Établi en 1952 comme réserve faunique, le Parc national de Togodo Sud a été requalifié en parc national en 2005, s’étendant aujourd’hui sur 15 000 hectares – une superficie équivalant à 21 000 terrains de football. Cette réserve constitue une part essentielle du complexe d’aires protégées de Togodo, un segment important de la réserve de biosphère transfrontalière du Mono, reconnue par l’UNESCO. Kossi Adjonou, spécialiste en écologie forestière et enseignant chercheur, explique : « Il y a la partie qui est la réserve de faune et l’autre qui est le Parc national. Les deux constituent aujourd’hui le complexe d’aires protégées de Togodo, inscrit dans la réserve de biosphère de l’UNESCO, appelée réserve de biosphère transfrontalière du Mono entre le Togo et le Bénin ».
Une étude publiée par Kossi Adjonou en mai 2016, intitulée « Considération des caractéristiques structurales comme indicateurs écologiques d’aménagement forestier au Togo», faisait constater que les formations forestières ont subi une ou plusieurs dégradations et sont actuellement en cours de reconstitution. Cette étude, focalisée sur les îlots du complexe d’aires protégées de Togodo, précise également qu’elles regorgent encore d’un grand potentiel en matière de ressources forestières ligneuses.
Huit ans plus tard, dense et luxuriante, la forêt de Togodo Sud est un haut-lieu de la biodiversité. Scientifiques et écologistes y ont identifié des centaines d’espèces florales et fauniques. Des mammifères comme le singe à ventre roux, classé vulnérable, ainsi que le petit hippopotame nain, cohabitent avec un nombre impressionnant d’oiseaux et d’insectes dans ce labyrinthe vert, sous les ombrages épais des arbres, dont certains, en disparition, se retrouvent exclusivement parmi ceux bordant le fleuve Mono.
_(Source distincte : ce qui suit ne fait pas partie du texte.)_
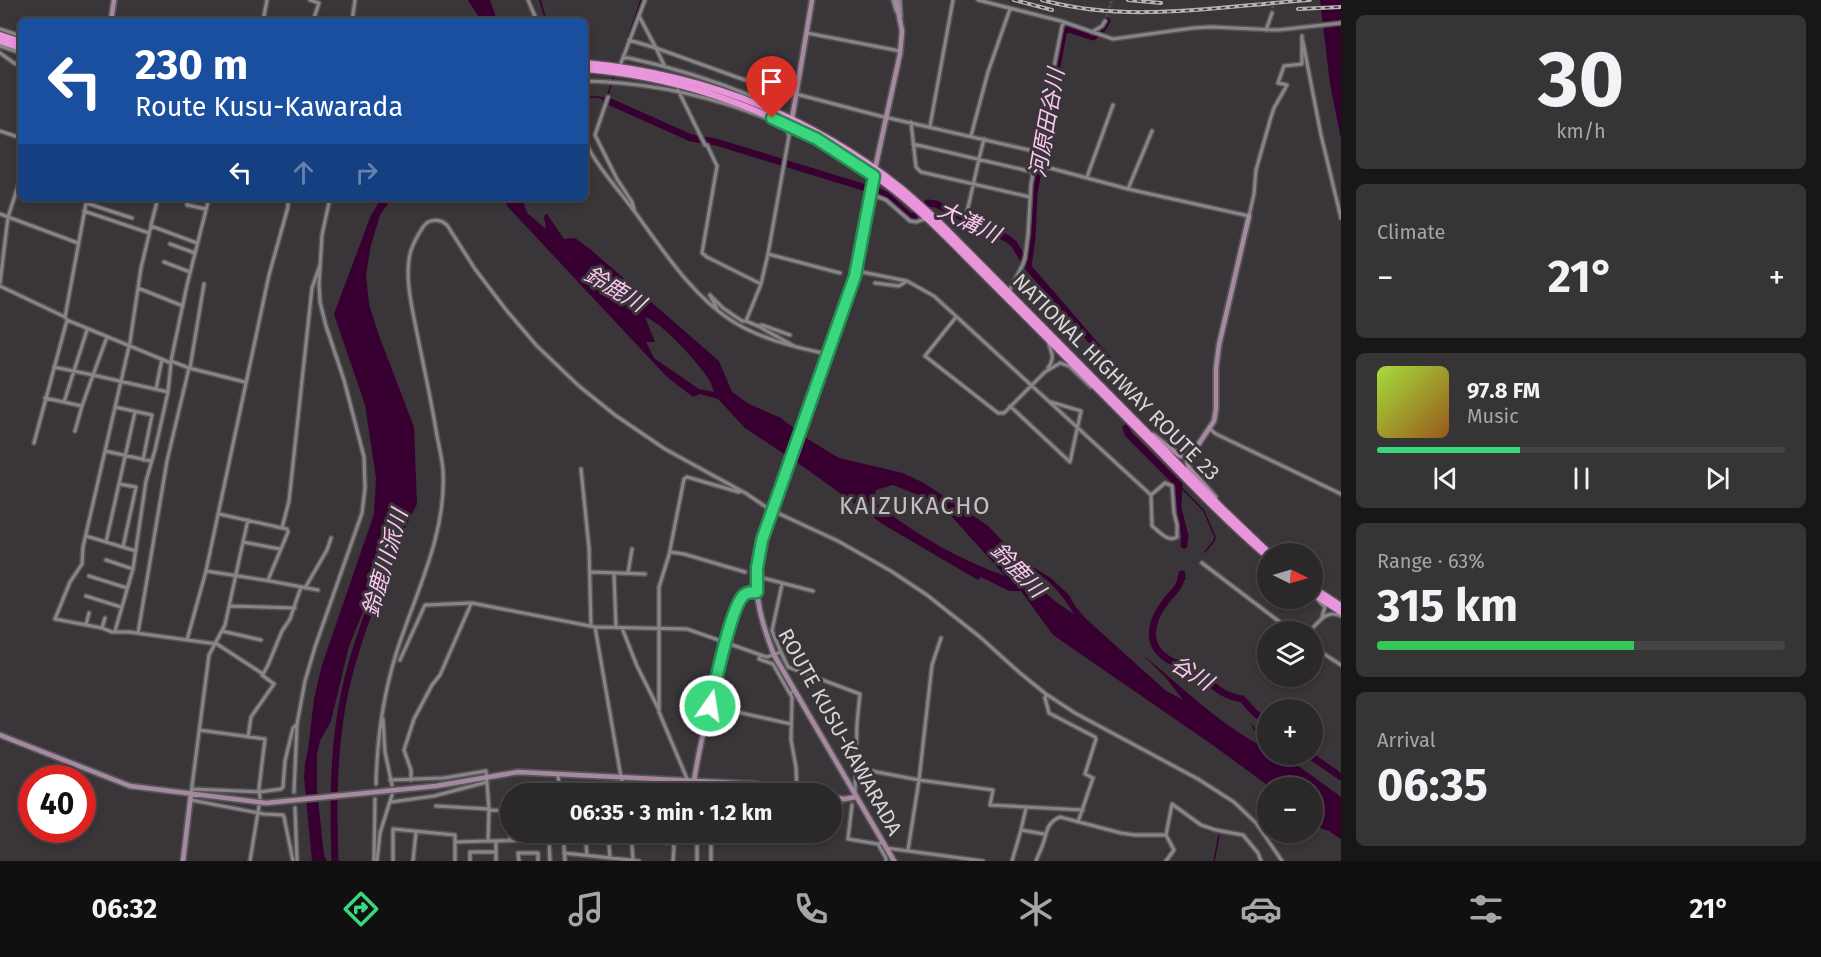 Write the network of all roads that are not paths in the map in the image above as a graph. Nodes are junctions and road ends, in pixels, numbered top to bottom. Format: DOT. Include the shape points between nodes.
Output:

Une vue partielle de la forêt de Togodo. Image de Juste Edgard Agabanou pour Mongabay.

Eco-gardes, des acteurs clés de la conservation et de la protection

Aux alentours du parc, 3 000 hectares ont été redistribués par l’État aux communautés locales pour une exploitation raisonnée, conjuguant ainsi développement durable et subsistance économique. Les villageois des alentours, comme ceux de Tométy Kondji, de Sodomé ou de Zounvi-toundji, se concentrent sur l’agriculture, notamment le maïs, et n’exercent plus de pressions, à la recherche de plus de terres agricoles sur la forêt. Cette interaction harmonieuse entre l’homme et son environnement met en lumière une gestion participative où chacun prend part à la protection et à la valorisation du parc.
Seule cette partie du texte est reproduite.